A key role of the committee is to ensure that the interests of shareholders are protected, in particular with regard to the financial reporting of the Group and the controls in place to protect against misstatement. Although oversight and review of material matters are considered throughout the year, at the February meeting the integrity of the Group's integrated report and financial statements is assessed and the clarity of disclosures reviewed. The committee has assisted the Boards in their assessment of the report to ensure that the disclosures are complete and in context and that the strategic and directors' reports fairly reflect the financial performance as set out in the financial statements. The committee received a detailed report on the financial statements from the Group financial controller outlining the significant matters, in particular those areas where management judgement had been made. They also received a report on the audit from Deloitte. These reports were presented in the meeting and provided the opportunity for challenge by the committee. The committee also met with Deloitte without management present in order to discuss the audit in general.

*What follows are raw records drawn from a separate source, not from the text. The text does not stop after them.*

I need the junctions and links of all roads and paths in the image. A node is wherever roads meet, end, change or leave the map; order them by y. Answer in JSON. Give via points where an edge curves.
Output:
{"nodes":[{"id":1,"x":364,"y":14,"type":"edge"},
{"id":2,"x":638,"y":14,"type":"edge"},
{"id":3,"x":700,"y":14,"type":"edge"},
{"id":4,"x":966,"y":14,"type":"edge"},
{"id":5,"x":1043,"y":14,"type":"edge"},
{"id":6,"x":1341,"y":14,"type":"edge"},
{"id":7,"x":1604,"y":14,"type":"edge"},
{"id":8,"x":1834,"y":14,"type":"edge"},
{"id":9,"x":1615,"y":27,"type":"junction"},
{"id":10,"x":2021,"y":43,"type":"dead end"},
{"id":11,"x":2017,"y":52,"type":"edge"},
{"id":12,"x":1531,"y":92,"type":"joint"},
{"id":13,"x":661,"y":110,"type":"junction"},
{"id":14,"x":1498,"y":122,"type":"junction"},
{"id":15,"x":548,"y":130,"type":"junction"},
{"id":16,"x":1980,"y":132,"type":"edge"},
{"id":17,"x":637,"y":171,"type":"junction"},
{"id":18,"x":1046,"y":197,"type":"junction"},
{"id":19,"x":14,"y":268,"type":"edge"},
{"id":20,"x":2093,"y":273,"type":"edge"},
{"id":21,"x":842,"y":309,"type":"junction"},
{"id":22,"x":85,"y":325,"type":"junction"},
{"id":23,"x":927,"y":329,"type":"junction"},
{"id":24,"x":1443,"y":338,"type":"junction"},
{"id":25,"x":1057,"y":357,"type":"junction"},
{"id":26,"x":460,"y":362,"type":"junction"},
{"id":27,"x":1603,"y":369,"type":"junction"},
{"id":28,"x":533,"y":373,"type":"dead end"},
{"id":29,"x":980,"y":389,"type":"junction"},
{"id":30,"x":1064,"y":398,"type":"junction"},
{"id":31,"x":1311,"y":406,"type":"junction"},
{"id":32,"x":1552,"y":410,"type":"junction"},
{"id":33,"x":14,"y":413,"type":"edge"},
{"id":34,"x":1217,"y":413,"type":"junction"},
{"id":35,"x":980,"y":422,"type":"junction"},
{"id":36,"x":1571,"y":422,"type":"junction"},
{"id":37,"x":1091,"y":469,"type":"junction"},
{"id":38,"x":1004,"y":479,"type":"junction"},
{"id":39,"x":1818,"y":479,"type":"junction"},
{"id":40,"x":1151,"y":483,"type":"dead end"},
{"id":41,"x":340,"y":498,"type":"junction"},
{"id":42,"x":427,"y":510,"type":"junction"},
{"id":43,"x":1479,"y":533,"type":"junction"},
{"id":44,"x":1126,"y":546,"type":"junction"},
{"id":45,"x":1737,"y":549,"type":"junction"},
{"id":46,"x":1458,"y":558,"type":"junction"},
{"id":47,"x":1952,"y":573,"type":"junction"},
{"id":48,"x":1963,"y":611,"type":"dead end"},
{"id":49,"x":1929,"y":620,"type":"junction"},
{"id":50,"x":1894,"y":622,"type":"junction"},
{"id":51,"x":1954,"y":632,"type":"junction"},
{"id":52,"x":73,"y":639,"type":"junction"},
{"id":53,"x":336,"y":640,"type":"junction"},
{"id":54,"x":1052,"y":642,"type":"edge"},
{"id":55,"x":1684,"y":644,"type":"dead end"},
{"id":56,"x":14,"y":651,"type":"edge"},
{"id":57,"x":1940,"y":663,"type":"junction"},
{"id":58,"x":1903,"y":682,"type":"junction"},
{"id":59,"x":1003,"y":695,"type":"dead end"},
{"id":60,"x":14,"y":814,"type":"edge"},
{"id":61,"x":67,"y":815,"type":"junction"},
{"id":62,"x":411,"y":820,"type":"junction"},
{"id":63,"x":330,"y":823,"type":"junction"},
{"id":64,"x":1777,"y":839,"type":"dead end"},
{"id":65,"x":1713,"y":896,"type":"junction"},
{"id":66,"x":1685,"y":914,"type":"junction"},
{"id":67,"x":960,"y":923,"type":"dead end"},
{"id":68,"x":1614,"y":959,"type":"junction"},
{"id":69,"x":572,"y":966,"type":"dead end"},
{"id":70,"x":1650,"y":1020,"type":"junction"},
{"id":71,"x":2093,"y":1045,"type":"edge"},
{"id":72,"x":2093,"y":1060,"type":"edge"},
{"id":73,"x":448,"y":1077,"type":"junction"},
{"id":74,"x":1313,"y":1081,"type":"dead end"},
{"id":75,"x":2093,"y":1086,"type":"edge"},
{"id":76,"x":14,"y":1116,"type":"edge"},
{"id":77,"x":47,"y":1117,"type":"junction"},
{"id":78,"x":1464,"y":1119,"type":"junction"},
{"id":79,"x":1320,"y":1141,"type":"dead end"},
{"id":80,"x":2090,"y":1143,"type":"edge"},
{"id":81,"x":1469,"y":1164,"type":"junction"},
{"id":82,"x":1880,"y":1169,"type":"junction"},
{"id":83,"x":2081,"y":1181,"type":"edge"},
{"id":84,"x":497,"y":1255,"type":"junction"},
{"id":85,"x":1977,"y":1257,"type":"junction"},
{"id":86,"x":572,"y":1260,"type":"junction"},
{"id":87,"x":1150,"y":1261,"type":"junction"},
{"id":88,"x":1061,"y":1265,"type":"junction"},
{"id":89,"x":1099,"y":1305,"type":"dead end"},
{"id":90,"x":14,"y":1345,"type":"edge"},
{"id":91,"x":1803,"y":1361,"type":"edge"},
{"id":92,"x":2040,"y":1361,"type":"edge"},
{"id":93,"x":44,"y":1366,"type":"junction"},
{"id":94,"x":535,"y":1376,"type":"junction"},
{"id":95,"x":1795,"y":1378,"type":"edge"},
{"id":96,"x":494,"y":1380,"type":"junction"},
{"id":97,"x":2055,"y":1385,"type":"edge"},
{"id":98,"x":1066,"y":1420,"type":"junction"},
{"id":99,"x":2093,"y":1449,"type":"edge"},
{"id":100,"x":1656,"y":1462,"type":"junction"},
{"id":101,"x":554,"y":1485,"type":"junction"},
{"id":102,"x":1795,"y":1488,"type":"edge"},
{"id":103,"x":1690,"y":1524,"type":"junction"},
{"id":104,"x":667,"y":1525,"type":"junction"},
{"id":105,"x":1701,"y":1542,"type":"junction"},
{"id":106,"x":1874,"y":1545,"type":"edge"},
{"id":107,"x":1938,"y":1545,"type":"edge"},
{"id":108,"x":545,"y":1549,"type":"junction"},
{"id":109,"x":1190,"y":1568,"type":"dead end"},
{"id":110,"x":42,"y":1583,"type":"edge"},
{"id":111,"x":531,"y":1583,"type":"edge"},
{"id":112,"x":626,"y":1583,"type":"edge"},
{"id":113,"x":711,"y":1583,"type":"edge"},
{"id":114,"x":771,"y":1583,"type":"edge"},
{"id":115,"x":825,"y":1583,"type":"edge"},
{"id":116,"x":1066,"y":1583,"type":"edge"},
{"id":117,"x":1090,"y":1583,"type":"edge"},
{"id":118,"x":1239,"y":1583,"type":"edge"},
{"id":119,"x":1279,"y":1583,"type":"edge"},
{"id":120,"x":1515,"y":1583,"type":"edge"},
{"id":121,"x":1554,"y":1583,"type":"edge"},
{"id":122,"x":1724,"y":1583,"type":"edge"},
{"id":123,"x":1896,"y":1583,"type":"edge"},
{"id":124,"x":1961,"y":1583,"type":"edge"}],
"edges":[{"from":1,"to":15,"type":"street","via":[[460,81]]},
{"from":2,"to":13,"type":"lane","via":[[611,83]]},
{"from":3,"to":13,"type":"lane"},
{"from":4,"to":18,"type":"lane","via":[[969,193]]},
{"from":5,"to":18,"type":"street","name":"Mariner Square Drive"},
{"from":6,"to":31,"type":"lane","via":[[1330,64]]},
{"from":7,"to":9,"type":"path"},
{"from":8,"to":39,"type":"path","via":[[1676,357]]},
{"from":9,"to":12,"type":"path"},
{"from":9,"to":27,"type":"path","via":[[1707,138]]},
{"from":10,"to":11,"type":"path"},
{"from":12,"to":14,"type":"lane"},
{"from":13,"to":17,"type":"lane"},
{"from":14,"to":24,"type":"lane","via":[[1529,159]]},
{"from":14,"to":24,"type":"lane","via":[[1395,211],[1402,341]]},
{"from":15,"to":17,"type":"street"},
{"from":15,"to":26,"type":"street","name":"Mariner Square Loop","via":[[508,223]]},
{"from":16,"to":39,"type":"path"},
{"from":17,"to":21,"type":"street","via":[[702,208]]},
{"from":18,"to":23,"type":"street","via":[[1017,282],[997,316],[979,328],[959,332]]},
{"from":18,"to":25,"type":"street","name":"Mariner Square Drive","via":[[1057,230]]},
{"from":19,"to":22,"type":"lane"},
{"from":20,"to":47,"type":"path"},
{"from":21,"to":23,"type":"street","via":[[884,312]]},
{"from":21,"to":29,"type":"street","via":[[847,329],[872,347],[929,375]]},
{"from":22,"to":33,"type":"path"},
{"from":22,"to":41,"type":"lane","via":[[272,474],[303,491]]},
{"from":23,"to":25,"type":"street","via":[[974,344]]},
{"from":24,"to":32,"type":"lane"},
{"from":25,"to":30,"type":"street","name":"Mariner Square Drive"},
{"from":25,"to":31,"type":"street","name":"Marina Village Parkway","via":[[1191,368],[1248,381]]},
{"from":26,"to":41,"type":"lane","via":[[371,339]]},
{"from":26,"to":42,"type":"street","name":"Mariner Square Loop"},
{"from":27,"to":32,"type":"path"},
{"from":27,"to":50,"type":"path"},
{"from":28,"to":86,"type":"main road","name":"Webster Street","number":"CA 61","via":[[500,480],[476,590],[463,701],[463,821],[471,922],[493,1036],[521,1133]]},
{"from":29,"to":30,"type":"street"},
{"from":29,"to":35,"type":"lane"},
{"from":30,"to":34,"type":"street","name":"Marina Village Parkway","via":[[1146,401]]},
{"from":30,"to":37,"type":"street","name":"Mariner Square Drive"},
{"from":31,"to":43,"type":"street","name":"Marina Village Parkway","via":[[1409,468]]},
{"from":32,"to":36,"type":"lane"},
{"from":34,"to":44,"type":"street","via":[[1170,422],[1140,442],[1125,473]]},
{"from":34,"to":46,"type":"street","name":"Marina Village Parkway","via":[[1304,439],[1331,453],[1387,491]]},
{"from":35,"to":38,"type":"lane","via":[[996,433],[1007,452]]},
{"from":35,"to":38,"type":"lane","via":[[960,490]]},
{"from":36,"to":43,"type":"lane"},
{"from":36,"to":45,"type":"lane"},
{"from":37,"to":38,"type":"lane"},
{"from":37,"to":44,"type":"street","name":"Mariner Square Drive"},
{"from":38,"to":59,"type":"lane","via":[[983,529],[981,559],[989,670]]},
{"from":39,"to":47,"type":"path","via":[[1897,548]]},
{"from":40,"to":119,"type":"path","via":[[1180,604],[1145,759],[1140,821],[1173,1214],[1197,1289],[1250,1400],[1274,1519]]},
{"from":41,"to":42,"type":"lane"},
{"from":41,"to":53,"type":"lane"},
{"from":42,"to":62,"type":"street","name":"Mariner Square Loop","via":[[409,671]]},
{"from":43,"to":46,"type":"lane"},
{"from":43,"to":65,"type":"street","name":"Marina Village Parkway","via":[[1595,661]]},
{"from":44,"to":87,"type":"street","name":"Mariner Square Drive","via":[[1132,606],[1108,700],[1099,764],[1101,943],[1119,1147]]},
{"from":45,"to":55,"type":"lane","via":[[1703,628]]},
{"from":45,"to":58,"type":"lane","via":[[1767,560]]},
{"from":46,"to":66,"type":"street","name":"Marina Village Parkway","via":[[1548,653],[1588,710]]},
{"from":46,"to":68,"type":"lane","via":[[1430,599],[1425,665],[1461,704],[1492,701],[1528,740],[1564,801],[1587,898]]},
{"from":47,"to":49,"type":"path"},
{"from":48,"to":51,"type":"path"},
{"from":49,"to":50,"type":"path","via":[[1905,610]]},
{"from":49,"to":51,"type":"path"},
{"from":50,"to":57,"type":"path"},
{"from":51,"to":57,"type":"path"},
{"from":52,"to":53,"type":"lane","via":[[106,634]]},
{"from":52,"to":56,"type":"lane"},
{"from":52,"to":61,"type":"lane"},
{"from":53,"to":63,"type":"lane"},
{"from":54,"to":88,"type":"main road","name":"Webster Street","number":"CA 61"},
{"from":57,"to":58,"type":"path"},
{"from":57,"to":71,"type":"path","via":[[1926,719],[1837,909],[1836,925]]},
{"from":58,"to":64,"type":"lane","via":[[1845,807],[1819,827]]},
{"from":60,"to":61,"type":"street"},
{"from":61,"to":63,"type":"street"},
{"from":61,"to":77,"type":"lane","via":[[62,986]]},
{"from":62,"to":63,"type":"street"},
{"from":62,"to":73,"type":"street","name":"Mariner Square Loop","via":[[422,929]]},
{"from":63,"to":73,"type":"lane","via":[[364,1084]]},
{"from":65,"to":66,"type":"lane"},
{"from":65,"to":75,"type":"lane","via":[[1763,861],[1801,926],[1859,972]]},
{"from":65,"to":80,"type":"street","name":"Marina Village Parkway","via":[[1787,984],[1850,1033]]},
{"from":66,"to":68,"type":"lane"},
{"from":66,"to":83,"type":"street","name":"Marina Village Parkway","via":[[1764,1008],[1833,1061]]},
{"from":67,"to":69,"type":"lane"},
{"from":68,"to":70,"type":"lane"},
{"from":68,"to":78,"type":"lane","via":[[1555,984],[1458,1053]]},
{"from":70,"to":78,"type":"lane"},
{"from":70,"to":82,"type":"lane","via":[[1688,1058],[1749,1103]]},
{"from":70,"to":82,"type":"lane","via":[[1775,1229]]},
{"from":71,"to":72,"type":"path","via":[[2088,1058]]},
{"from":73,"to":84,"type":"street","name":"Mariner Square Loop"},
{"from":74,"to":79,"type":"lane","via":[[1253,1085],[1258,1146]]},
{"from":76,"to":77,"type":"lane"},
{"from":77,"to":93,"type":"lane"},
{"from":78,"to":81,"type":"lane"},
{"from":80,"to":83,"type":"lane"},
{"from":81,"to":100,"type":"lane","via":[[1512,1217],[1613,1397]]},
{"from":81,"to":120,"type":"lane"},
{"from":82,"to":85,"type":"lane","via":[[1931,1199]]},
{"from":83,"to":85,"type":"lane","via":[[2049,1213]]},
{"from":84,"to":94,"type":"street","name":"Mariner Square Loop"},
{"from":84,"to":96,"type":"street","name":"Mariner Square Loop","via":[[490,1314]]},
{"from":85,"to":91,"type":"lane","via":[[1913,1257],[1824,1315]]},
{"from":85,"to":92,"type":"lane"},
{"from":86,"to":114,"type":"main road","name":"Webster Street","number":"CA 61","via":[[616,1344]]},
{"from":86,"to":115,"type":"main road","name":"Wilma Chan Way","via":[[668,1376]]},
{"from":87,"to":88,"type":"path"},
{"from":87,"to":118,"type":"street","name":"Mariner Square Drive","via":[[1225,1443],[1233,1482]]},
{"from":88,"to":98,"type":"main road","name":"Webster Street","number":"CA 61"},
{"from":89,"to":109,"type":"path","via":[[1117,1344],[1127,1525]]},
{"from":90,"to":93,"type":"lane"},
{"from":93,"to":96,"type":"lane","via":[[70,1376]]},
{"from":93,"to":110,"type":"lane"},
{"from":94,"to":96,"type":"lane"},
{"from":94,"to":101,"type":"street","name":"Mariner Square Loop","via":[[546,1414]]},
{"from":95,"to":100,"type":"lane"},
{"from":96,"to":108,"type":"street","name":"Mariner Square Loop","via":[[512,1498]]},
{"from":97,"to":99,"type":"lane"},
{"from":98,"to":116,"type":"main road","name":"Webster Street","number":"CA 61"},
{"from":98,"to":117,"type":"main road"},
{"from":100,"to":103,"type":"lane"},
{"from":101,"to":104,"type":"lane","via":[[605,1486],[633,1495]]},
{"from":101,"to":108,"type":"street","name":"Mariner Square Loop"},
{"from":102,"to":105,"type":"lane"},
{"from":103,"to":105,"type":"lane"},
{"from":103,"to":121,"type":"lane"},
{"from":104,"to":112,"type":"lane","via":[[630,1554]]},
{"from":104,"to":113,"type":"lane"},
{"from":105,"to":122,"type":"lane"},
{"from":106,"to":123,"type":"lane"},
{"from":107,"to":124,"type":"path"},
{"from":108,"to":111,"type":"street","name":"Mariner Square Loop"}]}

The audit committee has considered each of the following items based on discussions with and submissions by management and satisfied themselves as to the accounting treatment and presentation thereof. The most significant items were discussed with the external auditors during the planning stage and on completion of the audit and are set out in their audit report.
The key considerations in relation to the 2013 financial statements were:
The Group operates a number of large, capital intensive facilities and incurs significant amounts of capital expenditure. In 2013, the Group incurred E405 million of capital expenditure. In approving significant capital projects, the Boards approve the underlying assumptions including the estimated useful lives of these investments. The committee has reviewed the submissions by management in respect of the significant capital expenditure during the year, summarising the depreciation rates applied, estimated residual values and the carrying values of the Group's tangible assets. In particular in the current year, the committee has considered the investments in the significant energy related projects brought into operation during 2013. The committee has interrogated management and satisfied itself of the appropriateness of the assumptions made, the consistency of those assumptions compared to the initial approvals and the basis on which any changes were made.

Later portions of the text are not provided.